[Opening Data section]

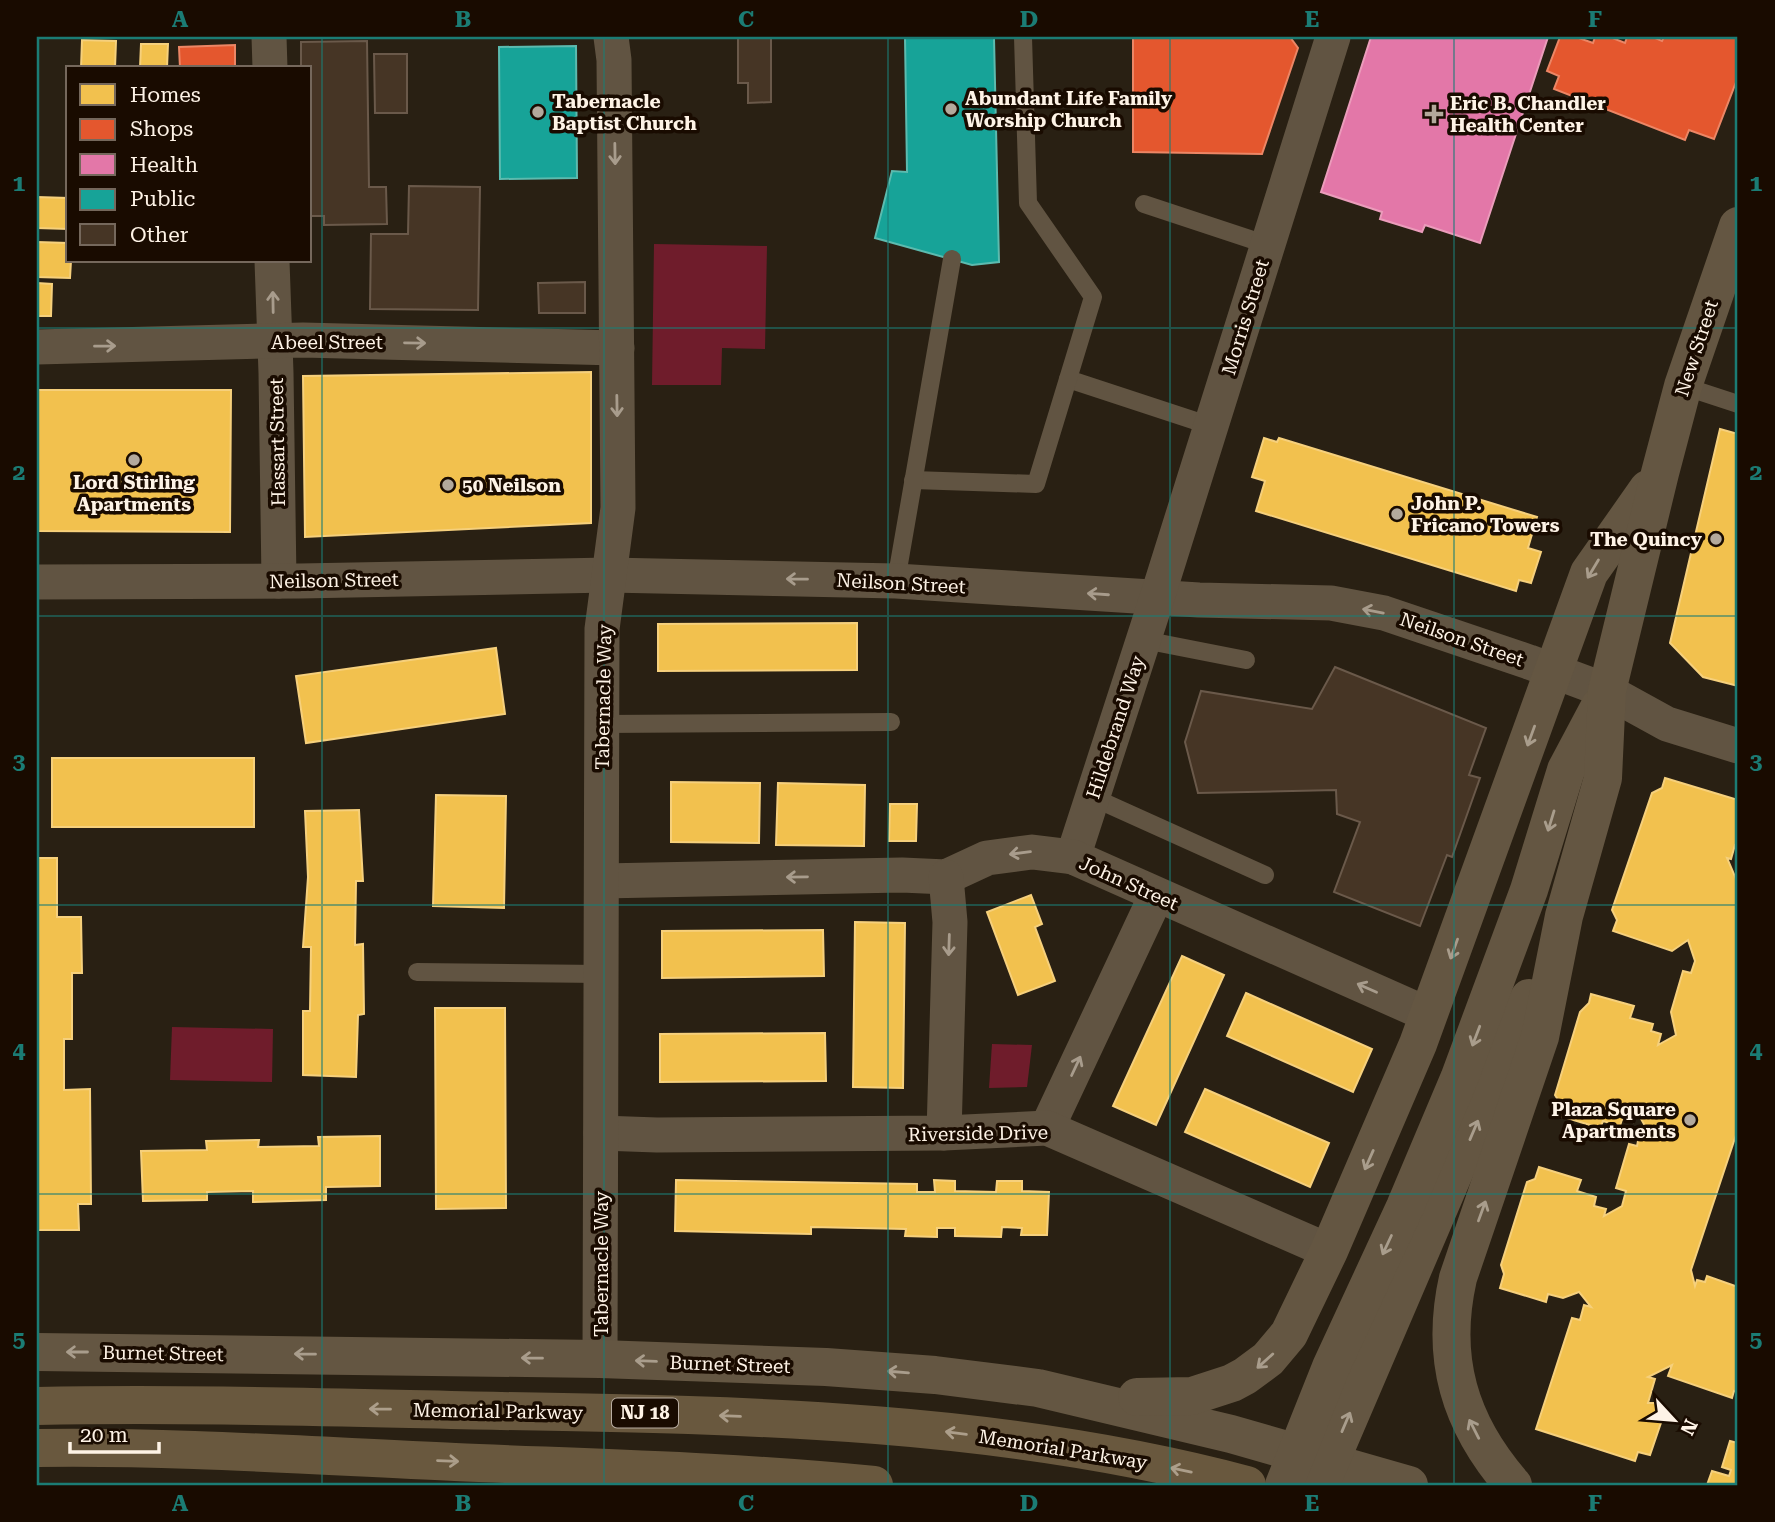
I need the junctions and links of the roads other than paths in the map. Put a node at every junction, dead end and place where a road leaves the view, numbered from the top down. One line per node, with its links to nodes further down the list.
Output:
1 (269, 37): 5 (street)
2 (611, 37): 13 (street, Tabernacle Way, one-way to 13)
3 (1023, 37): 14 (lane)
4 (1333, 37): 8 (street, Morris Street)
5 (270, 66)
6 (1144, 204): 8 (lane)
7 (1738, 226): 15 (main road, New Street)
8 (1268, 245): 17 (street, Morris Street)
9 (952, 259): 19 (lane)
10 (272, 262): 11 (street, Hassart Street, one-way to 10)
11 (274, 342): 12 (street, Abeel Street, one-way to 11); 13 (street, Abeel Street, one-way to 13); 21 (street, Hassart Street)
12 (37, 347)
13 (617, 348): 20 (street, Tabernacle Way, one-way to 20)
14 (1068, 379): 17 (lane); 19 (lane)
15 (1683, 386): 16 (lane); 18 (main road, New Street)
16 (1738, 404)
17 (1211, 426): 24 (street, Morris Street)
18 (1660, 473): 27 (main road, New Street, one-way to 27); 28 (main road, New Street)
19 (913, 480): 22 (lane)
20 (609, 575): 21 (street, Neilson Street); 22 (street, Neilson Street, one-way to 20); 30 (street, Tabernacle Way)
21 (279, 581): 23 (street, Neilson Street)
22 (896, 581): 24 (street, Neilson Street, one-way to 22)
23 (37, 582)
24 (1157, 598): 25 (street, Hildebrand Way); 27 (street, Neilson Street, one-way to 24)
25 (1144, 640): 26 (lane); 32 (street, Hildebrand Way)
26 (1246, 660)
27 (1554, 671): 28 (street, Neilson Street); 41 (main road, New Street, one-way to 41)
28 (1607, 691): 31 (street, Neilson Street); 38 (main road); 46 (main road, one-way to 46)
29 (891, 722): 30 (lane)
30 (602, 724): 36 (street, Tabernacle Way)
31 (1738, 746)
32 (1093, 797): 33 (street, Hildebrand Way); 34 (lane)
33 (1073, 857): 35 (street, John Street, one-way to 35); 37 (street, John Street)
34 (1265, 875)
35 (946, 877): 36 (street, John Street, one-way to 36); 44 (street, one-way to 44)
36 (601, 881): 40 (street, Tabernacle Way)
37 (1156, 895): 41 (street, John Street, one-way to 37); 42 (street, one-way to 37)
38 (1564, 916): 46 (main road, one-way to 38); 57 (main road, one-way to 38)
39 (416, 972): 40 (lane)
40 (601, 974): 43 (street, Tabernacle Way)
41 (1429, 1015): 45 (main road, New Street, one-way to 45)
42 (1047, 1128): 44 (street, Riverside Drive); 45 (street, Riverside Drive)
43 (601, 1133): 44 (street, Riverside Drive); 48 (street, Tabernacle Way)
44 (944, 1133)
45 (1329, 1251): 49 (main road, New Street, one-way to 49)
46 (1371, 1322): 54 (main road); 55 (main road, one-way to 46)
47 (37, 1352): 48 (main road, Burnet Street, one-way to 47)
48 (600, 1359): 49 (main road, Burnet Street, one-way to 48)
49 (1038, 1388): 56 (main road, Burnet Street)
50 (37, 1406): 53 (highway, Memorial Parkway / NJ 18, one-way to 50)
51 (37, 1448): 52 (highway, one-way to 52)
52 (874, 1485)
53 (1247, 1485)
54 (1284, 1485)
55 (1320, 1485)
56 (1409, 1485)
57 (1513, 1485)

[Closing Data section]

:: What is required ::
Since the pictures don't belong in the copy, copy only the rest of the entries above exactly.

:: Your response ::
I need the junctions and links of the roads other than paths in the map. Put a node at every junction, dead end and place where a road leaves the view, numbered from the top down. One line per node, with its links to nodes further down the list.
Output:
1 (269, 37): 5 (street)
2 (611, 37): 13 (street, Tabernacle Way, one-way to 13)
3 (1023, 37): 14 (lane)
4 (1333, 37): 8 (street, Morris Street)
5 (270, 66)
6 (1144, 204): 8 (lane)
7 (1738, 226): 15 (main road, New Street)
8 (1268, 245): 17 (street, Morris Street)
9 (952, 259): 19 (lane)
10 (272, 262): 11 (street, Hassart Street, one-way to 10)
11 (274, 342): 12 (street, Abeel Street, one-way to 11); 13 (street, Abeel Street, one-way to 13); 21 (street, Hassart Street)
12 (37, 347)
13 (617, 348): 20 (street, Tabernacle Way, one-way to 20)
14 (1068, 379): 17 (lane); 19 (lane)
15 (1683, 386): 16 (lane); 18 (main road, New Street)
16 (1738, 404)
17 (1211, 426): 24 (street, Morris Street)
18 (1660, 473): 27 (main road, New Street, one-way to 27); 28 (main road, New Street)
19 (913, 480): 22 (lane)
20 (609, 575): 21 (street, Neilson Street); 22 (street, Neilson Street, one-way to 20); 30 (street, Tabernacle Way)
21 (279, 581): 23 (street, Neilson Street)
22 (896, 581): 24 (street, Neilson Street, one-way to 22)
23 (37, 582)
24 (1157, 598): 25 (street, Hildebrand Way); 27 (street, Neilson Street, one-way to 24)
25 (1144, 640): 26 (lane); 32 (street, Hildebrand Way)
26 (1246, 660)
27 (1554, 671): 28 (street, Neilson Street); 41 (main road, New Street, one-way to 41)
28 (1607, 691): 31 (street, Neilson Street); 38 (main road); 46 (main road, one-way to 46)
29 (891, 722): 30 (lane)
30 (602, 724): 36 (street, Tabernacle Way)
31 (1738, 746)
32 (1093, 797): 33 (street, Hildebrand Way); 34 (lane)
33 (1073, 857): 35 (street, John Street, one-way to 35); 37 (street, John Street)
34 (1265, 875)
35 (946, 877): 36 (street, John Street, one-way to 36); 44 (street, one-way to 44)
36 (601, 881): 40 (street, Tabernacle Way)
37 (1156, 895): 41 (street, John Street, one-way to 37); 42 (street, one-way to 37)
38 (1564, 916): 46 (main road, one-way to 38); 57 (main road, one-way to 38)
39 (416, 972): 40 (lane)
40 (601, 974): 43 (street, Tabernacle Way)
41 (1429, 1015): 45 (main road, New Street, one-way to 45)
42 (1047, 1128): 44 (street, Riverside Drive); 45 (street, Riverside Drive)
43 (601, 1133): 44 (street, Riverside Drive); 48 (street, Tabernacle Way)
44 (944, 1133)
45 (1329, 1251): 49 (main road, New Street, one-way to 49)
46 (1371, 1322): 54 (main road); 55 (main road, one-way to 46)
47 (37, 1352): 48 (main road, Burnet Street, one-way to 47)
48 (600, 1359): 49 (main road, Burnet Street, one-way to 48)
49 (1038, 1388): 56 (main road, Burnet Street)
50 (37, 1406): 53 (highway, Memorial Parkway / NJ 18, one-way to 50)
51 (37, 1448): 52 (highway, one-way to 52)
52 (874, 1485)
53 (1247, 1485)
54 (1284, 1485)
55 (1320, 1485)
56 (1409, 1485)
57 (1513, 1485)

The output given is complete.